This was one of the key messages for business success that was shared by three business entrepreneurs and leaders at the 2019 FPA Professionals Congress.
“If we’re not failing, we’re not pushing the boundaries and growing – both personally and professionally,” said Simon Costa – the former CEO of Costa Group of Companies. “Failure is brutal, but you need to learn from it and get on with it. We need to be honest about failure, which allows us to learn and recalibrate.”
In a time of rapid change and transformation for the financial planning profession, Simon said the risk of failure was ever present, but change also provided the industry with opportunities.

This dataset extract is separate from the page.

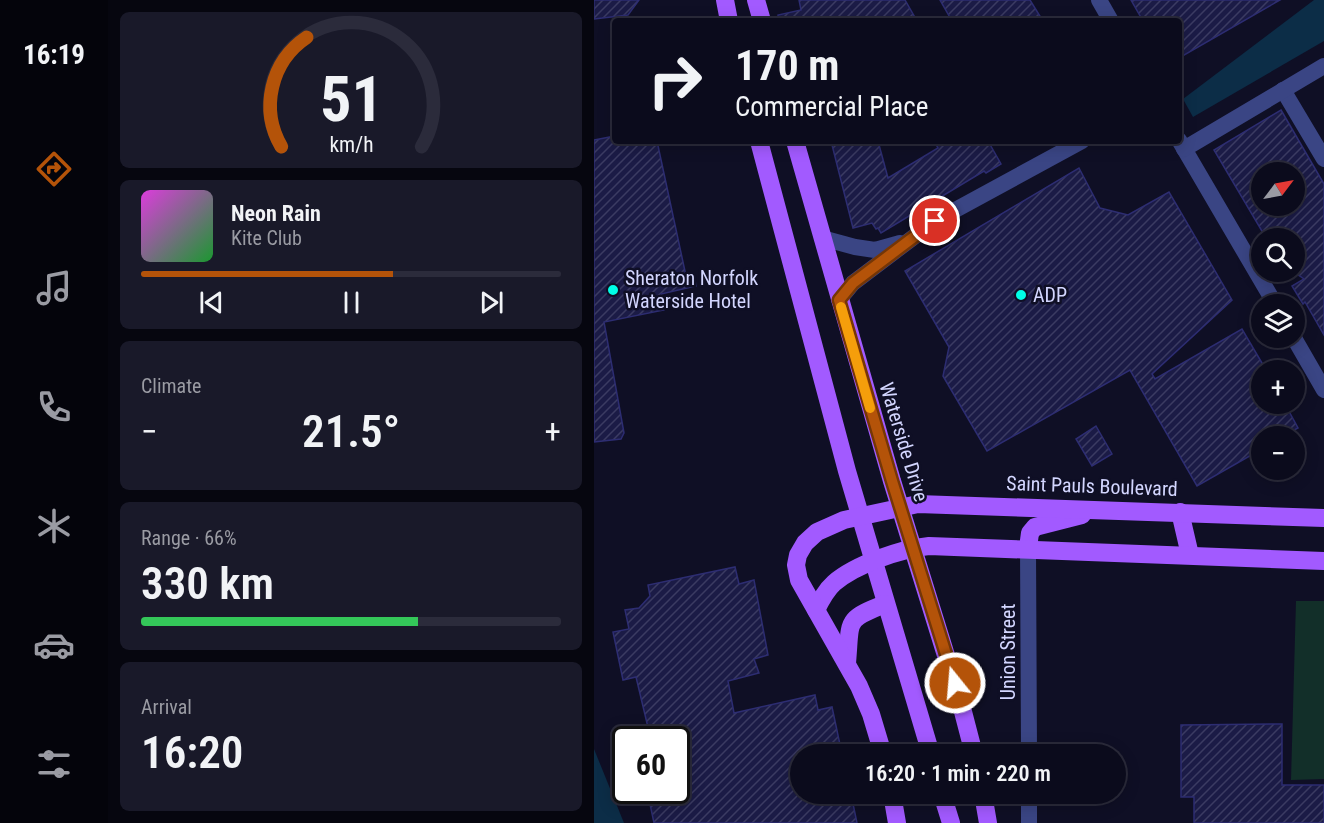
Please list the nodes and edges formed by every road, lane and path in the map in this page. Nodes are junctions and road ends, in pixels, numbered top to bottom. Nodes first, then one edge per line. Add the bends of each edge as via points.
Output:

“Change and challenges are happening in many industries and sectors, not just financial planning. I dealt with challenges at Costa by positioning and clearly differentiating ourselves from our competitors, and that’s something I believe financial planners can do,” Simon said.
It was a view supported by Radek Sali. In his previous role as CEO of Swisse, Radek responded to challenges in his industry by pioneering the use of brand ambassadors to promote health and happiness as a way of life. By doing so, he increased Swisse’s profit from $500,000 to $250 million and ultimately assisted in the sale of Swisse in 2015 for over $1.6 billion.
“But change also requires leadership,” Radek said. “Leaders in business need to be like coaches. You need to train, inspire and encourage your people to become better. And at the heart of that is the way we talk to people and behave with them.”
Simon agreed, adding that change can be “fun”.
“If change is embraced by everyone, you need to make change fun. How? By using milestones along the way to celebrate as a team. You need to show appreciation for what people are doing and recognise their achievements,” he said.
However, for Dr Catriona Wallace, the Founder and Executive Director at Flamingo AI, to be an effective change leader, you first need to work on yourself. Importantly, this means to continue a journey of self-development and improvement.
“We all need to spend more time working on our brains,” Catriona said. “Mindfulness and meditation is hugely important for effective change management. You only need to give yourself 10 minutes a day to still your mind and separate yourself from the present, in order to see positive results.
“But with change comes fear and excitement. Remember, fear is a natural human function that we all need in order to survive. There’s nothing wrong with fear. So, when you’re terrified and excited, you’re ‘terri-cited’. Use it. Embrace it.”
Are you ready for business growth?
The three business leaders were also asked for their top tip in how to grow a business by 25 per cent by June 2020.
For Radek, the answer was thinking about your offering and how you can diversify it.
“For example, you might not be getting some clients, or reaching some sectors of the community, because they are more environmentally and socially focused. So, find those products or develop those services that address these ethical and social aspects of their needs,” he said. “It’s all about creating purpose and connection for your clients.”
It was a view shared by Simon, who also believed “connectivity” was the key to business growth. “By becoming more connected with people, you also significantly grow your support base, who will refer your business to others.”
But for Catriona, the path to business growth is all about automation and artificial intelligence (AI).
“Automation and AI can amplify your existing systems and augment your people. By automating a lot of the manual processes within a business, it frees up your people’s time to get new business and better serve the clients you have.”
For Catriona, any business growth needs to be underpinned by automation and AI, which she said, can be done for about $20,000 per annum.
How do you build culture?
When it comes to building the right culture in a business, Simon believed it was all about “character”.
“Hire for character, train for skill,” he said. “At Costa Group, we have Company First, which is an initiative where we highlight a particular character or trait each month. We use that opportunity to concentrate on that particular character/trait for the month to help change people’s approach to that character.”
For Radek, culture centres on ‘values’.
“Values are incredibly important. At Swisse, our four values were: People, Principle, Purpose and Passion. Get those four values right, and ‘profit’ will follow,” he said. “But your values must mean something. You need to live them in everything you do.”
It was a view supported by Catriona, who added the key to building a culture was all about ‘shared purpose’.
“Both women and Millennials are looking for purpose and meaning in the work they do. And as more businesses increasingly look to develop diversified teams, these are important considerations to keep in mind,” she said. “Without purpose and meaning, you’ll lose women and the Millennials.”